[Stored items]
------------------------------------------------------------

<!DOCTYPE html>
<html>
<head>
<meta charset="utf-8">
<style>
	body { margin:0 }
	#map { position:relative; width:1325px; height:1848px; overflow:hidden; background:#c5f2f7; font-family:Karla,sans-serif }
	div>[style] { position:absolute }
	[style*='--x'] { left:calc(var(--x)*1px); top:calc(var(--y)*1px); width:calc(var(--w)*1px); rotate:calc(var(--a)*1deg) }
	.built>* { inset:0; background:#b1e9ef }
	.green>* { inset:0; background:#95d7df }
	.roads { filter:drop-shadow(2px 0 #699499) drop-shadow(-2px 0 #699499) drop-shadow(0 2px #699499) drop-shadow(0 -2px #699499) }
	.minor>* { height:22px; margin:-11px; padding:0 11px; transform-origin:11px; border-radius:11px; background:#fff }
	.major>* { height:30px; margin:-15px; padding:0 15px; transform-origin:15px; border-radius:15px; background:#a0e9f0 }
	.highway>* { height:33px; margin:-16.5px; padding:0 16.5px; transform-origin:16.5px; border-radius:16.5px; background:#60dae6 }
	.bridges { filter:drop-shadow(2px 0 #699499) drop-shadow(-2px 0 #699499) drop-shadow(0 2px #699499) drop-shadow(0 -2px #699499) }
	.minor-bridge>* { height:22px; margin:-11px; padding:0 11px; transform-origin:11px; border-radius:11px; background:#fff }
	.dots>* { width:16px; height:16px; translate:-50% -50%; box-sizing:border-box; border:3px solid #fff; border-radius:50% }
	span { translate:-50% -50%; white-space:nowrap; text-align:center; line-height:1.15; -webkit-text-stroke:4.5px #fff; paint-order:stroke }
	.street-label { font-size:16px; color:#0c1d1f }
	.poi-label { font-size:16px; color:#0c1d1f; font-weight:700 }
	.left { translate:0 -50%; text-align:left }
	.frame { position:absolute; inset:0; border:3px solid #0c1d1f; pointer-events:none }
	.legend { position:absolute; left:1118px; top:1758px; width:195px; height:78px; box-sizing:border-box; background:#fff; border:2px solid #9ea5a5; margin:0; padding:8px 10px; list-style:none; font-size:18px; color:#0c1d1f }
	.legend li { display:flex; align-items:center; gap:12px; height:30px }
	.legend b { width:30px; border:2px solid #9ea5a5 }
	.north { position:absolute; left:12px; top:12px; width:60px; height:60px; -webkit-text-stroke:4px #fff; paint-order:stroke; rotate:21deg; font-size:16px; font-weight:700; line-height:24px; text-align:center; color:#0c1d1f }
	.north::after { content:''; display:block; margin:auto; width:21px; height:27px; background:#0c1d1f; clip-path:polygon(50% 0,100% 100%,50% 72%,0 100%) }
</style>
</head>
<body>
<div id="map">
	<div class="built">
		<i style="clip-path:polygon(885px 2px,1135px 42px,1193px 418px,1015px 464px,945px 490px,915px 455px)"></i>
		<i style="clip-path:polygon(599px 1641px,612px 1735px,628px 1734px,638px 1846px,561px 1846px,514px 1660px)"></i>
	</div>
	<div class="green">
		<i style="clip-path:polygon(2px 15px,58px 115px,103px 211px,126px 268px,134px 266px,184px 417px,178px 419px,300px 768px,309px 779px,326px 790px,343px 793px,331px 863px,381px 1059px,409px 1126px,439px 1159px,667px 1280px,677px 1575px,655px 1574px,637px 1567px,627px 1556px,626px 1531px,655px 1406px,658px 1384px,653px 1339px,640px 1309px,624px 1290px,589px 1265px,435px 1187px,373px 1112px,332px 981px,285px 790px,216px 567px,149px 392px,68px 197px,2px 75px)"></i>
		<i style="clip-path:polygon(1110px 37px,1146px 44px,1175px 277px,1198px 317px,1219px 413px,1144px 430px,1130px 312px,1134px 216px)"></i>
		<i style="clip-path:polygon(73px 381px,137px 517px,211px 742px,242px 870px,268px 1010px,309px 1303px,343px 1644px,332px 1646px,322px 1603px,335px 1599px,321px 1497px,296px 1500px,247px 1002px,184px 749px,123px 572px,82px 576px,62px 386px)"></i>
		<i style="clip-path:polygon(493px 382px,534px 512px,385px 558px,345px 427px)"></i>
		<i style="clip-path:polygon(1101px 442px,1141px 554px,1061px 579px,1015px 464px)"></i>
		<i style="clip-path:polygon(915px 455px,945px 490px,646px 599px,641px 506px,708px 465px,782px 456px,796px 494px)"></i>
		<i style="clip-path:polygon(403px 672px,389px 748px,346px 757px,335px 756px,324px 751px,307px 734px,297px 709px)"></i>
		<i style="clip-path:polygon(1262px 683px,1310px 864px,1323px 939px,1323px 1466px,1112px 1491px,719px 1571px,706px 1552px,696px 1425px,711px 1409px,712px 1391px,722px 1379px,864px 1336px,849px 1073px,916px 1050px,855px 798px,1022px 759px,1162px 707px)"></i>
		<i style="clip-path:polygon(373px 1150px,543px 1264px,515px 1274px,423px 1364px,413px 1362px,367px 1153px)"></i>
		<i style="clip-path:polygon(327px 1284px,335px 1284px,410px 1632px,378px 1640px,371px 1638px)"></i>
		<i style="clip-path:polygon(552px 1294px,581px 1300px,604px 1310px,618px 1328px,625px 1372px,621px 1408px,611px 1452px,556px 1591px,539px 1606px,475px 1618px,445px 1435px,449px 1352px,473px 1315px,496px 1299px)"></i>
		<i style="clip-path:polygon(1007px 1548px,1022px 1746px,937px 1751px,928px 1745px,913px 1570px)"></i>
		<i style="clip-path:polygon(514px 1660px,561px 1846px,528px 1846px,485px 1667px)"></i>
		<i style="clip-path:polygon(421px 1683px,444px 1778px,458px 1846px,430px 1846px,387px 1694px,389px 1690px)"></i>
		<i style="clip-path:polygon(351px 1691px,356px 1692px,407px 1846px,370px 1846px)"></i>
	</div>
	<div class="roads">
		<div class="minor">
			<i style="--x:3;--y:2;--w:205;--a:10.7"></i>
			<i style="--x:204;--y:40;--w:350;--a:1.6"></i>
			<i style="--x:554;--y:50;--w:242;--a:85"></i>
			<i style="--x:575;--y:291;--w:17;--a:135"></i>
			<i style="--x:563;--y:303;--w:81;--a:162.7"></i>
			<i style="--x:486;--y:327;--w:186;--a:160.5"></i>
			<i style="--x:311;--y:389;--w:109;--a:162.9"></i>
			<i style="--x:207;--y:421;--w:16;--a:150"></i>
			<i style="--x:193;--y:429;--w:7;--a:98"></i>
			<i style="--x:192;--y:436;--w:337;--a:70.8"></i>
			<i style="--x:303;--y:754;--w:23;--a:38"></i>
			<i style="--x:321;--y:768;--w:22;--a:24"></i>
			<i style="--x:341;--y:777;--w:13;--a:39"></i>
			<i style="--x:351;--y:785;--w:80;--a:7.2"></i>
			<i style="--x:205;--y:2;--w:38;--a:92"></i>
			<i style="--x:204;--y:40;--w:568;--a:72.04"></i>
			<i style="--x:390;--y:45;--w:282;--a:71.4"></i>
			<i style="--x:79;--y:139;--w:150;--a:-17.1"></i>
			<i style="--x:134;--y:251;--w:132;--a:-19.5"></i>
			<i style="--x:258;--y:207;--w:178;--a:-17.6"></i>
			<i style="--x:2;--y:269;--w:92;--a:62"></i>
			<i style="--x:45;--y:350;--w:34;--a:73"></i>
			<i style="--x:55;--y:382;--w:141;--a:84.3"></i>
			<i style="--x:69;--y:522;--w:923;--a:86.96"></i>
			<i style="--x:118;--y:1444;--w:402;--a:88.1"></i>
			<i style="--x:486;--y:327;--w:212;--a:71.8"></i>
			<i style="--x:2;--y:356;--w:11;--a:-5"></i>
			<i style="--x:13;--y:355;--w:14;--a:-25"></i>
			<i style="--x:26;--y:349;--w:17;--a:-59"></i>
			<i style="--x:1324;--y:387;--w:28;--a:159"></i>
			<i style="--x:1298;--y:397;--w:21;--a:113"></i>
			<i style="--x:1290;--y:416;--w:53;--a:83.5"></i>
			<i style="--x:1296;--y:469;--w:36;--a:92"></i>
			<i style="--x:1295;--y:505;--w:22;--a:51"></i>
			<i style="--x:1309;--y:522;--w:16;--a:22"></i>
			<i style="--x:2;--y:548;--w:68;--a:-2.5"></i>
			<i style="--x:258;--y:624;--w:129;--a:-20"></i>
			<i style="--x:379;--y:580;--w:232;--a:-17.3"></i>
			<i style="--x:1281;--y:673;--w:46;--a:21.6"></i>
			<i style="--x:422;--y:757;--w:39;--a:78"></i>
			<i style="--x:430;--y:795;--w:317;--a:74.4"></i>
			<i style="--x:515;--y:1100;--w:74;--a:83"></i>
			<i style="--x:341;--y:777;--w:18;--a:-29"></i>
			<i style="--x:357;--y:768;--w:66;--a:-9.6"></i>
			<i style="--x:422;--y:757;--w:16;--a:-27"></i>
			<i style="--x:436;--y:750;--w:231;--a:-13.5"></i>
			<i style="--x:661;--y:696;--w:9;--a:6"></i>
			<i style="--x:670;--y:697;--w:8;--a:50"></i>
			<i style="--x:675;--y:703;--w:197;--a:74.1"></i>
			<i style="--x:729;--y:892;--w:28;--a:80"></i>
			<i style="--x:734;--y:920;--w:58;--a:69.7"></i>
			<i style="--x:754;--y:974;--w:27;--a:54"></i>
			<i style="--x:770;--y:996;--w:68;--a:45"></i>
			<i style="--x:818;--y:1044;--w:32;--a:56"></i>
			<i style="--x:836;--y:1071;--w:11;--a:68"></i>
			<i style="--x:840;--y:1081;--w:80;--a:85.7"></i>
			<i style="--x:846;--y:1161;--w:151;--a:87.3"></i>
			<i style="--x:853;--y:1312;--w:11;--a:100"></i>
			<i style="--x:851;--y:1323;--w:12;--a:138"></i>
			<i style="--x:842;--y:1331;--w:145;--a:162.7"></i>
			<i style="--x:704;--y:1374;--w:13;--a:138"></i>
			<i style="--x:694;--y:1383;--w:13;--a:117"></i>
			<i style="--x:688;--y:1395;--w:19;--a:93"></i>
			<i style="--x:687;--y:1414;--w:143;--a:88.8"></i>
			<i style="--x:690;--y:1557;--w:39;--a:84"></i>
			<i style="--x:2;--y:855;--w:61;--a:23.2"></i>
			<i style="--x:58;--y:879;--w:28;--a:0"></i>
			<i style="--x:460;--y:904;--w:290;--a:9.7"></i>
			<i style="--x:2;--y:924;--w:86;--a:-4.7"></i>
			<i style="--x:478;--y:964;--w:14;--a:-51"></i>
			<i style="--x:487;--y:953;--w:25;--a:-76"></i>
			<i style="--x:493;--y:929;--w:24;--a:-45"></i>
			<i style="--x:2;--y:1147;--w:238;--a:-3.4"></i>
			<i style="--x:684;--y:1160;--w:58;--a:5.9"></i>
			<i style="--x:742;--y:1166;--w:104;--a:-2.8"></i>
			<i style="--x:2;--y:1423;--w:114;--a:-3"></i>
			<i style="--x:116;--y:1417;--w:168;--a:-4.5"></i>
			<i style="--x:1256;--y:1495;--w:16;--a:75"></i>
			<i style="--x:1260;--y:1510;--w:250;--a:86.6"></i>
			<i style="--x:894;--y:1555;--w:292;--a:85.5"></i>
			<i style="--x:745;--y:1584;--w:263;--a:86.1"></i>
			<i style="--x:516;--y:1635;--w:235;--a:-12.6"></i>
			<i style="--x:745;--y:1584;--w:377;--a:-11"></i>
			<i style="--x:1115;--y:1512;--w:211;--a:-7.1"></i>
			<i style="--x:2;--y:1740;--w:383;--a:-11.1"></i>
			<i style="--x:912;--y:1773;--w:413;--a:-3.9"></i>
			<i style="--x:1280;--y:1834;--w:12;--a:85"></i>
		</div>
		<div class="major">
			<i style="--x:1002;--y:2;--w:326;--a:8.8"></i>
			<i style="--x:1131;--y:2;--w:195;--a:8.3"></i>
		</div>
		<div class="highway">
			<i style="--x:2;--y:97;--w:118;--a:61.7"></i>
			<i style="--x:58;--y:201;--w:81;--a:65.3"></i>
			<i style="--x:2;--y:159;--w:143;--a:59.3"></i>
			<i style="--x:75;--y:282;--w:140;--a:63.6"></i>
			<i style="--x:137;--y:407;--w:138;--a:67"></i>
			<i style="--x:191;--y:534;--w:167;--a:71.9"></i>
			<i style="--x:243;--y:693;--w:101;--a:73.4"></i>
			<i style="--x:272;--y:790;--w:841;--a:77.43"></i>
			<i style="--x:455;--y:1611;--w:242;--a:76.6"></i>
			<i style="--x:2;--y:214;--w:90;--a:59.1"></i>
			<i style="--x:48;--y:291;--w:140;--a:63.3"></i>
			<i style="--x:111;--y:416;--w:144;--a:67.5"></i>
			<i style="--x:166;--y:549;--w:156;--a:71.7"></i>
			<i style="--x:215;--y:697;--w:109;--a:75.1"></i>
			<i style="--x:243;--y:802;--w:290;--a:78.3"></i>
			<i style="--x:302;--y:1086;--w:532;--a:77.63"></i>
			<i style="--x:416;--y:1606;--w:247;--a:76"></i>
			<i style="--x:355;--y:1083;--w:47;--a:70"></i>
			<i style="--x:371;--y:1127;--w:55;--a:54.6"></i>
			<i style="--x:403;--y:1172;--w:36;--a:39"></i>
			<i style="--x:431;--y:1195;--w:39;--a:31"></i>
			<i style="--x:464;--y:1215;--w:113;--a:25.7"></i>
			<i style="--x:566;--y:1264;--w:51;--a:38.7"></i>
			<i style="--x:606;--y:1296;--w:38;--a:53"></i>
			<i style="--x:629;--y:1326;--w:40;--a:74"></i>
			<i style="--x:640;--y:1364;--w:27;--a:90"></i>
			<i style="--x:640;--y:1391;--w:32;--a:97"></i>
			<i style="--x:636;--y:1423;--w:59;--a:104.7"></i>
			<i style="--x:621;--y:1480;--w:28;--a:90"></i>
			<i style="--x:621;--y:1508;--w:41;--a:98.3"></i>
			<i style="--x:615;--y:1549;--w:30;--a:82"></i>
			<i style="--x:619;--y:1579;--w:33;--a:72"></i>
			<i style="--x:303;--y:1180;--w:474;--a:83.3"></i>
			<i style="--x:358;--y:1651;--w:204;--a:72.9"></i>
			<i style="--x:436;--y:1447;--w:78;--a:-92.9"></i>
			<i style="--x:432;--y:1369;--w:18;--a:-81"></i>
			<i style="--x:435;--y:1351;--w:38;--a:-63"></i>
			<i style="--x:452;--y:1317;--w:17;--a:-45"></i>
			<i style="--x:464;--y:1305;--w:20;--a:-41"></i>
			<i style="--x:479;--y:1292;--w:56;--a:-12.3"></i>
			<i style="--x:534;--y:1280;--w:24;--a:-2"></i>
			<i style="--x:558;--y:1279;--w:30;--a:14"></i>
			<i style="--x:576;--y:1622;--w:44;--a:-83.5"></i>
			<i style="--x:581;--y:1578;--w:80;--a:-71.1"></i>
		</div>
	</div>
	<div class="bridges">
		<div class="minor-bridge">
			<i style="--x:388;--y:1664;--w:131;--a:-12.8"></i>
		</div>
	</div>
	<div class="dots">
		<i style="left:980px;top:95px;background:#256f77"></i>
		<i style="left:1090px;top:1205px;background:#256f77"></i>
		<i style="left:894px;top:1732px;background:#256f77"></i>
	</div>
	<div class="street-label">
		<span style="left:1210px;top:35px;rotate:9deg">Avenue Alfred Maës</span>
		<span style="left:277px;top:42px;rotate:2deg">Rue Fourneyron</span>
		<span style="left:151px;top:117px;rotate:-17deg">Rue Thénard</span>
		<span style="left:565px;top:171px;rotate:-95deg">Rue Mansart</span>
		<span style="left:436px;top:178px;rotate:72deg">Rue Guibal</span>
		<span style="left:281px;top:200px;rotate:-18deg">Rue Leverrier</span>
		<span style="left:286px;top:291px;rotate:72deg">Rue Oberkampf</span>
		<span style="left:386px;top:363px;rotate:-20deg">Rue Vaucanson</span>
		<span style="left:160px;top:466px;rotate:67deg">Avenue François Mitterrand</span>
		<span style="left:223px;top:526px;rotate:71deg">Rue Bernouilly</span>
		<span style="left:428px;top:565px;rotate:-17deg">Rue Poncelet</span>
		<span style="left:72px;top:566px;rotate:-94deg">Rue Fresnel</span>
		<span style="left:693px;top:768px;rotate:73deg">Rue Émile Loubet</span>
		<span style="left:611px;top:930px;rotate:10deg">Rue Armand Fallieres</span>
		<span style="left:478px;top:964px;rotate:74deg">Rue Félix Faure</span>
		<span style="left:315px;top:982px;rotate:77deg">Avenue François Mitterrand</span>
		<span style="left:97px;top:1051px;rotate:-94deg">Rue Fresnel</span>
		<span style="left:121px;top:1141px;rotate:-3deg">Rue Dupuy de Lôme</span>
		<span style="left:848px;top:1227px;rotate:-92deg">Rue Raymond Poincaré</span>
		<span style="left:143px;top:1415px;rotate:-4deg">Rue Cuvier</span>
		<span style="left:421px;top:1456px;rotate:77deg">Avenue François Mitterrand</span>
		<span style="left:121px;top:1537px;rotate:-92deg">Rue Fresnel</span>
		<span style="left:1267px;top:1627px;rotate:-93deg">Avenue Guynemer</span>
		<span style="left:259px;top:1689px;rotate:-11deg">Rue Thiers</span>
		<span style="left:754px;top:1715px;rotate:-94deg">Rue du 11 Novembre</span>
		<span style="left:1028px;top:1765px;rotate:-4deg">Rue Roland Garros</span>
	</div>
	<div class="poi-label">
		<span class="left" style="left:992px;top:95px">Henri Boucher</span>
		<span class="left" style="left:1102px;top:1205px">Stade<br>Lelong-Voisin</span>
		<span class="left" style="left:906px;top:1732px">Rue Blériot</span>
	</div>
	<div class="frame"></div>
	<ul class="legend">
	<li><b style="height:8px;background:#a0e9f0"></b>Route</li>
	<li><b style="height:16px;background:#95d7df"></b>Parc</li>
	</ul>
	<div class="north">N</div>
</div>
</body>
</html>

------------------------------------------------------------

Work task:
Check each line of the records above, and copy those that hold the word "roads".

Solution for this task:
	.roads { filter:drop-shadow(2px 0 #699499) drop-shadow(-2px 0 #699499) drop-shadow(0 2px #699499) drop-shadow(0 -2px #699499) }
	<div class="roads">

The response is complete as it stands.